"D-Dur ist bei mir blau" Jochen A. Modeß leitet zum letzten Mal die Greifswalder Bachwoche

Von Nicole Kiesewetter

Kirchenmusikdirektor Jochen A. Modeß (li.) und Landesposaunenwart Martin Huss beim Eröffnungsgottesdienst der Greifswalder Bachwocher auf dem Marktplatz der Hansestadt.

Foto: A. Klinkhardt

05.06.2018 · Greifswald. "Kreativer Tausendsassa" nennen ihn die Musikkritiker, als "Allrounder" betitelt er sich gern selbst: 25 Jahre lang hat Kirchenmusikdirektor Jochen A. Modeß die Greifswalder Bachwoche geleitet. Jahre, "die wie im Fluge vergangen" seien, sagt er. Als er 1993, kurz nach der politischen Wende, nach Greifswald kam, sei an der Universität vieles im Umbruch gewesen.

"Aber mit Blick auf die bereits 1946 gegründete Bachwoche kam ich in bewährte Strukturen hinein. Das war ein gemachtes Nest". Doch Modeß wäre nicht Modeß, wenn er nicht auch die Herausforderung gespürt hätte, das älteste Musikfestival Mecklenburg-Vorpommerns "durch neue Akzente aufzupeppen", wie er formuliert. Dazu gehörte all die Jahre auch, dass der ehemalige Kantor der Bielefelder Marienkirche eigene Kompositionen präsentierte und das Programm um Cross-over-Musik erweiterte.

Dennoch betont der 63-Jährige, dass die allmorgendlichen Gottesdienste mit einer Bachkantate das vielzitierte "Herzstück der Bachwoche" geblieben seien. Er sei ein leidenschaftlicher Gottesdienstmusiker, und die Kirche sei der originale Ort, für den Johann Sebastian Bach die Musik geschrieben habe. "Das ist so wunderbar, das kommt direkt nach Weihnachten - auch mit Blick auf die Besucherzahlen in der Kirche." Dies belegen auch die rund 10.000 Gäste in jedem Jahr. Dabei habe der Übergang der Trägerschaft von der ehemaligen Pommerschen Landeskirche zur Nordkirche dem Bekanntheitsgrad des Festivals gut getan.

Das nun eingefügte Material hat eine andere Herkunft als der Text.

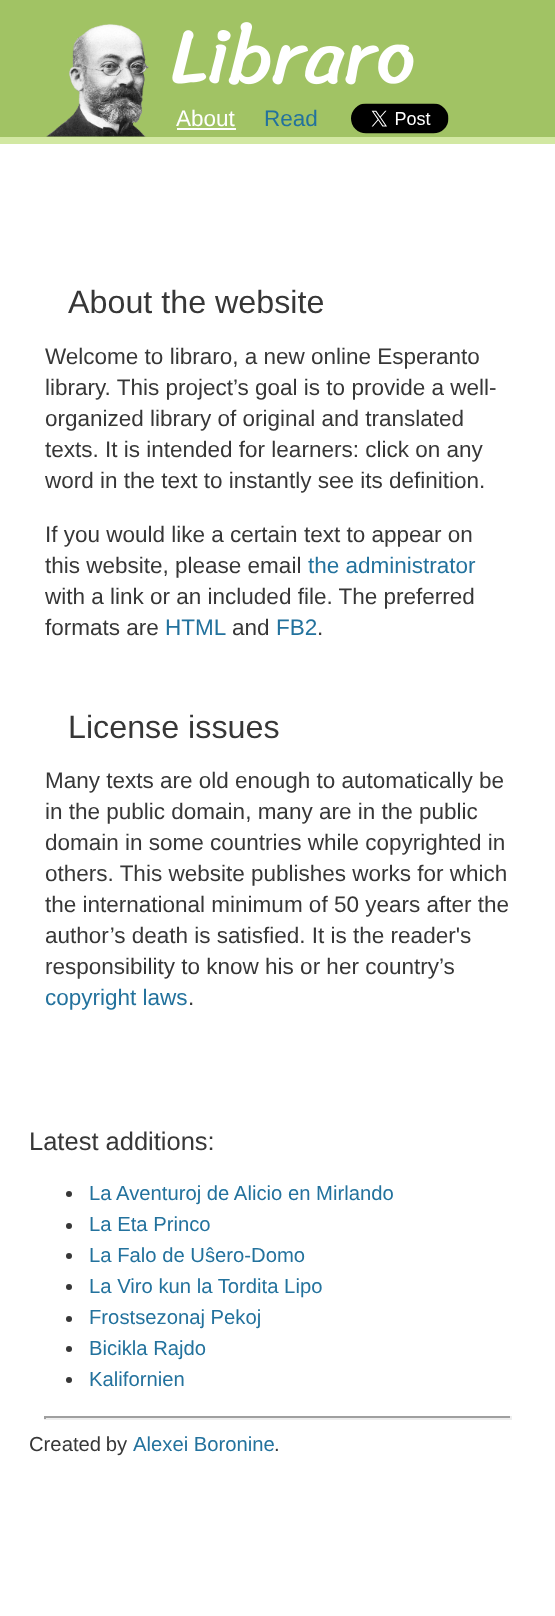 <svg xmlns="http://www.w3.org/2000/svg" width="555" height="1616">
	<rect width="100%" height="100%" fill="#FFFFFF" />
	<rect x="0" y="0" width="555" height="137" fill="#A1C364" />
	<rect x="0" y="137" width="555" height="7" fill="#D2E8A2" />
	<image x="46" y="24" width="103" height="113" href="assets/img1.png" />
	<image x="172" y="22" width="242" height="63" href="assets/img2.png" />
	<text x="176" y="126" font-family="Liberation Sans" font-size="22.5" fill="#FFFFFF">About</text>
	<rect x="177" y="128" width="59" height="2" fill="#FFFFFF" />
	<text x="264" y="126" font-family="Liberation Sans" font-size="22.5" fill="#23729D">Read</text>
	<image x="351" y="103" width="98" height="31" href="assets/img3.png" />
	<text x="68" y="313" font-family="Liberation Sans" font-size="32.25" fill="#373737">About the website</text>
	<g font-family="Liberation Sans" font-size="22.5" fill="#373737">
		<text x="45" y="364">Welcome to libraro, a new online Esperanto</text>
		<text x="45" y="395">library. This project’s goal is to provide a well-</text>
		<text x="45" y="426">organized library of original and translated</text>
		<text x="45" y="457">texts. It is intended for learners: click on any</text>
		<text x="45" y="488">word in the text to instantly see its definition.</text>
		<text x="45" y="542">If you would like a certain text to appear on</text>
		<text x="45" y="573">this website, please email</text>
	</g>
	<text x="308" y="573" font-family="Liberation Sans" font-size="22.5" fill="#23729D">the administrator</text>
	<g font-family="Liberation Sans" font-size="22.5" fill="#373737">
		<text x="45" y="604">with a link or an included file. The preferred</text>
		<text x="45" y="635">formats are</text>
	</g>
	<text x="165" y="635" font-family="Liberation Sans" font-size="22.5" fill="#23729D">HTML</text>
	<text x="232" y="635" font-family="Liberation Sans" font-size="22.5" fill="#373737">and</text>
	<text x="276" y="635" font-family="Liberation Sans" font-size="22.5" fill="#23729D">FB2</text>
	<text x="317" y="635" font-family="Liberation Sans" font-size="22.5" fill="#373737">.</text>
	<text x="68" y="738" font-family="Liberation Sans" font-size="32.25" fill="#373737">License issues</text>
	<g font-family="Liberation Sans" font-size="22.5" fill="#373737">
		<text x="45" y="788">Many texts are old enough to automatically be</text>
		<text x="45" y="819">in the public domain, many are in the public</text>
		<text x="45" y="850">domain in some countries while copyrighted in</text>
		<text x="45" y="881">others. This website publishes works for which</text>
		<text x="45" y="912">the international minimum of 50 years after the</text>
		<text x="45" y="943">author’s death is satisfied. It is the reader's</text>
		<text x="45" y="974">responsibility to know his or her country’s</text>
	</g>
	<text x="45" y="1005" font-family="Liberation Sans" font-size="22.5" fill="#23729D">copyright laws</text>
	<text x="188" y="1005" font-family="Liberation Sans" font-size="22.5" fill="#373737">.</text>
	<text x="29" y="1150" font-family="Liberation Sans" font-size="25.5" fill="#373737">Latest additions:</text>
	<circle cx="69" cy="1194" r="3" fill="#373737" />
	<text x="89" y="1200" font-family="Liberation Sans" font-size="20.25" fill="#23729D">La Aventuroj de Alicio en Mirlando</text>
	<circle cx="69" cy="1226" r="3" fill="#373737" />
	<text x="89" y="1231" font-family="Liberation Sans" font-size="20.25" fill="#23729D">La Eta Princo</text>
	<circle cx="69" cy="1256" r="3" fill="#373737" />
	<text x="89" y="1262" font-family="Liberation Sans" font-size="20.25" fill="#23729D">La Falo de Uŝero-Domo</text>
	<circle cx="69" cy="1287" r="3" fill="#373737" />
	<text x="89" y="1293" font-family="Liberation Sans" font-size="20.25" fill="#23729D">La Viro kun la Tordita Lipo</text>
	<circle cx="69" cy="1319" r="3" fill="#373737" />
	<text x="89" y="1324" font-family="Liberation Sans" font-size="20.25" fill="#23729D">Frostsezonaj Pekoj</text>
	<circle cx="69" cy="1349" r="3" fill="#373737" />
	<text x="89" y="1355" font-family="Liberation Sans" font-size="20.25" fill="#23729D">Bicikla Rajdo</text>
	<circle cx="69" cy="1380" r="3" fill="#373737" />
	<text x="89" y="1386" font-family="Liberation Sans" font-size="20.25" fill="#23729D">Kalifornien</text>
	<rect x="44" y="1416" width="468" height="2" fill="#9F9F9F" />
	<rect x="510" y="1416" width="2" height="3" fill="#EEEEEE" />
	<rect x="44" y="1418" width="468" height="2" fill="#EEEEEE" />
	<rect x="44" y="1416" width="2" height="3" fill="#9F9F9F" />
	<text x="29" y="1451" word-spacing="-1" font-family="Liberation Sans" font-size="20.25" fill="#373737">Created by</text>
	<text x="133" y="1451" font-family="Liberation Sans" font-size="20.25" fill="#23729D">Alexei Boronine</text>
	<text x="274" y="1451" font-family="Liberation Sans" font-size="20.25" fill="#373737">.</text>
</svg> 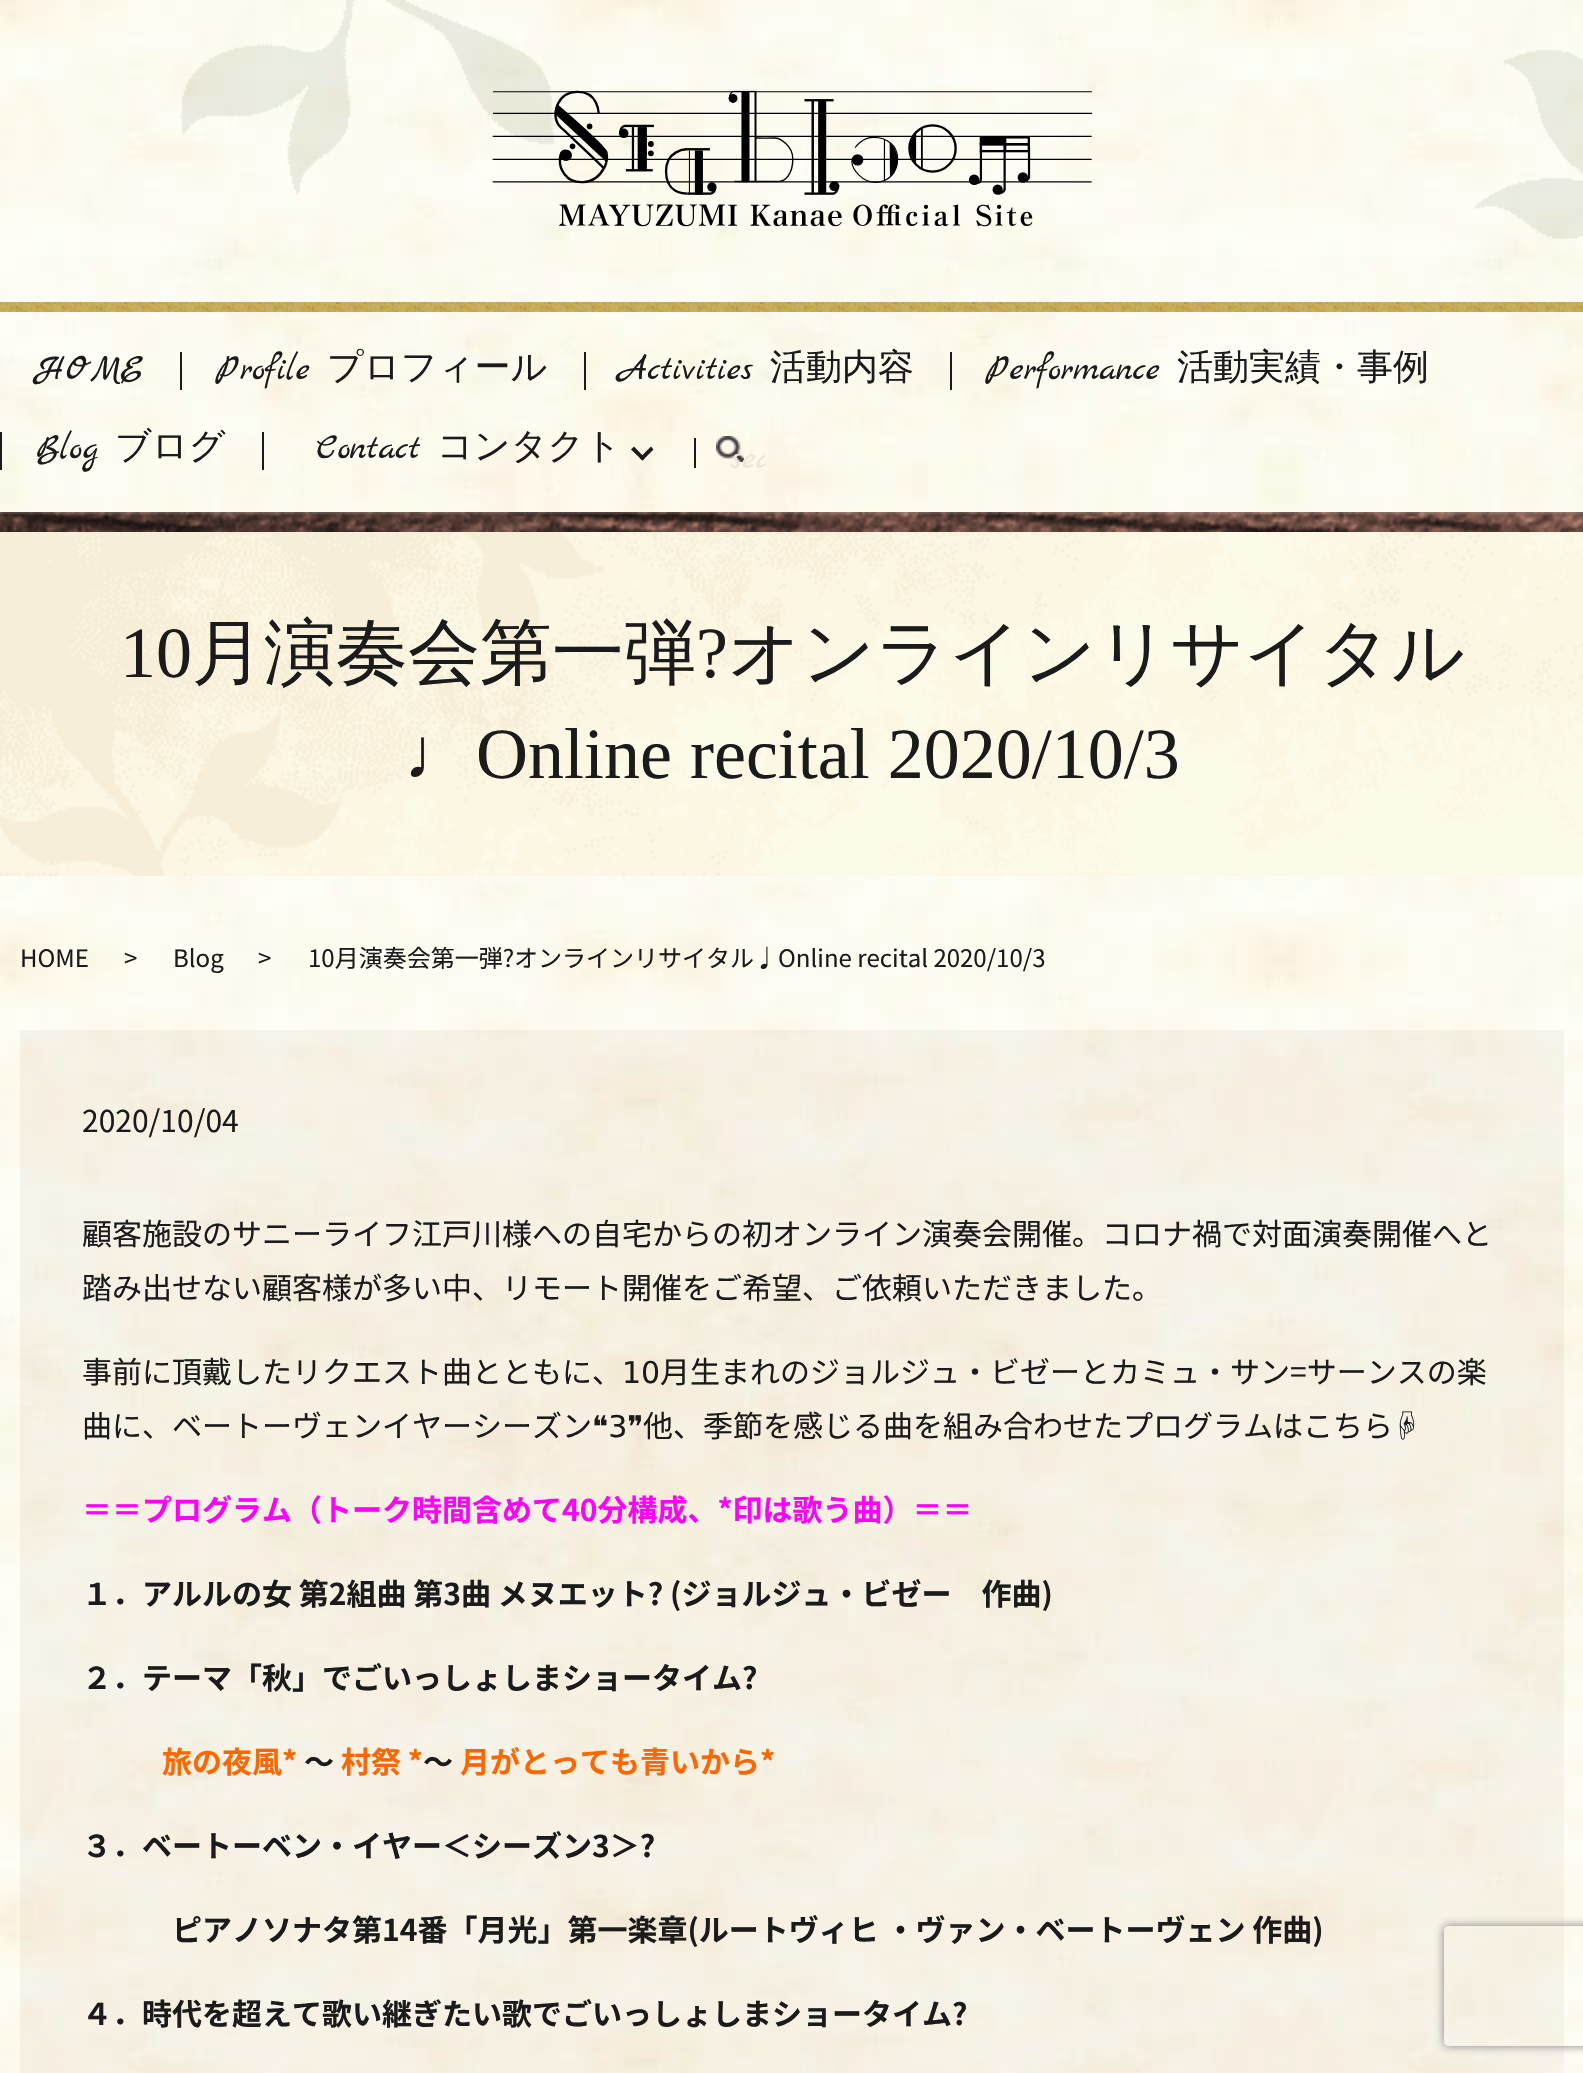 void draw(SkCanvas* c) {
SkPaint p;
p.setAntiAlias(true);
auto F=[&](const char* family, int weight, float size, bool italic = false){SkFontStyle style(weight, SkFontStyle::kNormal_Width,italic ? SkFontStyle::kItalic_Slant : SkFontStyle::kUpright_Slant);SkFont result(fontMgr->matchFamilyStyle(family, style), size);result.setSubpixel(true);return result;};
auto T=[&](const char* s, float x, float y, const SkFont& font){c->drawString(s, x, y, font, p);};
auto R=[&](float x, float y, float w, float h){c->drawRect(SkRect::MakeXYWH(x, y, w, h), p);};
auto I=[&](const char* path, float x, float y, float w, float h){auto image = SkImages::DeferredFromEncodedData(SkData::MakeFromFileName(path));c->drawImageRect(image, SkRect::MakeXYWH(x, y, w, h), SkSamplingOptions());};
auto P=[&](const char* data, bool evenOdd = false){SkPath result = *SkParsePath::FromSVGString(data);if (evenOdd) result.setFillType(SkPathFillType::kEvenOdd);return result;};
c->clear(0xffffffff);
I("1.png",0,0,1583,2073);
I("2.png",180,0,1403,239);
I("3.png",492,90,600,137);
I("4.png",0,302,1583,10);
auto f1 = F("Marck Script",400,36);
p.setColor(0xff1b1b1b);
T("HOME",36,379,f1);
R(180,352,2,38);
T("Profile",216,379,f1);
auto f2 = F("WenQuanYi Zen Hei",500,36);
T("プロフィール",327,379,f2);
R(584,352,2,38);
T("Activities",619,379,f1);
T("活動内容",770,379,f2);
R(950,352,2,38);
T("Performance",986,379,f1);
T("活動実績・事例",1177,379,f2);
R(0,432,2,38);
T("Blog",36,458,f1);
T("ブログ",115,458,f2);
R(262,432,2,38);
T("Contact",316,458,f1);
T("コンタクト",437,458,f2);
c->drawPath(P("M653.5 449.5l-11 11l-3-2.5l11.5-11.5z"),p);
c->drawPath(P("M645 458l-2.5 2.5l-11.5-11l3-3z"),p);
I("5.png",716,436,28,26);
R(694,438,2,30);
c->save();
c->clipRect(SkRect::MakeXYWH(694,422,72,56));
p.setColor(0xffece7da);
T("sea",730,468,f1);
c->restore();
I("6.png",0,512,1583,20);
I("7.png",0,532,1583,344);
auto f3 = F("Liberation Serif",400,72);
p.setColor(0xff1b1b1b);
T("10",120,677,f3);
auto f4 = F("WenQuanYi Zen Hei",500,72);
T("月演奏会第一弾",192,677,f4);
T("?",696,677,f3);
T("オンラインリサイタル",728,677,f4);
T("♩Online recital 2020/10/3",404,778,f3);
auto f5 = F("Noto Sans JP",400,24);
T("HOME",20,967,f5);
T(">",124,967,f5);
T("Blog",173,967,f5);
T(">",258,967,f5);
T("10月演奏会第一弾?オンラインリサイタル♩Online recital 2020/10/3",308,967,f5);
p.setColor(0x0d6d3b11);
R(20,1030,1544,1043);
auto f6 = F("Noto Sans JP",400,30);
p.setColor(0xff1b1b1b);
T("2020/10/04",82,1132,f6);
T("顧客施設のサニーライフ江戸川様への自宅からの初オンライン演奏会開催。コロナ禍で対面演奏開催へと",82,1245,f6);
T("踏み出せない顧客様が多い中、リモート開催をご希望、ご依頼いただきました。",82,1299,f6);
T("事前に頂戴したリクエスト曲とともに、",82,1383,f6);
auto f7 = F("DejaVu Sans",400,30);
T("10",622,1383,f7);
T("月生まれのジョルジュ・ビゼーとカミュ・サン=サーンスの楽",660,1383,f6);
T("曲に、ベートーヴェンイヤーシーズン",82,1437,f6);
T("❝3❞",592,1437,f7);
T("他、季節を感じる曲を組み合わせたプログラムはこちら",643,1437,f6);
T("☟",1391,1437,f6);
auto f8 = F("Noto Sans JP",700,30);
p.setColor(0xffff00ff);
T("＝＝プログラム（トーク時間含めて40分構成、*印は歌う曲）＝＝",82,1521,f8);
p.setColor(0xff1b1b1b);
T("１．アルルの女 第2組曲 第3曲 メヌエット? (ジョルジュ・ビゼー　作曲)",82,1605,f8);
T("２．テーマ「秋」でごいっしょしまショータイム?",82,1689,f8);
p.setColor(0xffff6600);
T("旅の夜風*",162,1773,f8);
p.setColor(0xff1b1b1b);
T("～",304,1773,f8);
p.setColor(0xffff6600);
T("村祭 *",341,1773,f8);
p.setColor(0xff1b1b1b);
T("～",423,1773,f8);
p.setColor(0xffff6600);
T("月がとっても青いから*",460,1773,f8);
p.setColor(0xff1b1b1b);
T("３．ベートーベン・イヤー＜シーズン3＞?",82,1857,f8);
T("ピアノソナタ第14番「月光」第一楽章(ルートヴィヒ ・ヴァン・ベートーヴェン 作曲)",172,1941,f8);
T("４．時代を超えて歌い継ぎたい歌でごいっしょしまショータイム?",82,2025,f8);
c->save();
c->clipPath(P("M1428 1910h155v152h-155zm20 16h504c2 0 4 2 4 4v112c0 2-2 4-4 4h-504c-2 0-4-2-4-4v-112c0-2 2-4 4-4z",true),true);
p.setColor(0xff808080);
p.setMaskFilter(SkMaskFilter::MakeBlur(kNormal_SkBlurStyle, 5));
c->drawRoundRect(SkRect::MakeXYWH(1444,1926,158,120),4,4,p);
p.setMaskFilter(nullptr);
c->restore();
}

"Noch heute höre ich Tonarten in Farben"

Modeß hat in Greifswald die Hauptzeit seines beruflichen Lebens verbracht. "Mit 13 Jahren hatte ich in Minden meinen ersten Vertrag als Hilfskirchenmusiker", erinnert er sich. Die Eltern haben beide Musik gemacht, sein Vater habe ihn Noten zum besseren Lernen immer farbig ausmalen lassen. "D-Dur ist bei mir blau - weil ich das D immer blau gemalt habe. Noch heute höre ich Tonarten in Farben." Sehr schnell habe er Orgelunterricht bekommen. "Seitdem bin ich ununterbrochen Kirchenmusiker."

Zwar komme man als Kirchenmusiker "eh nicht an Bach vorbei", sagt der Vater dreier erwachsener Kinder. Doch darüber hinaus gebe es eine "große Affinität zu Mendelssohn". Deshalb seien Bach und Mendelssohn auch das Thema der ersten Bachwoche unter seiner Leitung gewesen - und eben nun auch der letzten Bachwoche. In diesem Jahr stehen Werke im Mittelpunkt, die von Mendelssohn oder Modeß bearbeitet wurden.

Ruhestand in Bielefeld

Am 30. September geht Jochen A. Modeß in den Ruhestand, die Verhandlungen für seine Nachfolge laufen gerade zwischen dem Land und der Universität. Gemeinsam mit seiner Frau Christiane verlässt er dann Greifswald in Richtung Bielefeld. "Viele schöne Erinnerungen und die eine oder andere Komposition" werde er zurücklassen. Dabei sei seine Abkehr von Greifswald ein bewusster und selbst gewählter Schritt: "Ich bin hier einfach zu gut angekommen. Ich möchte das Feld für meinen Nachfolger räumen."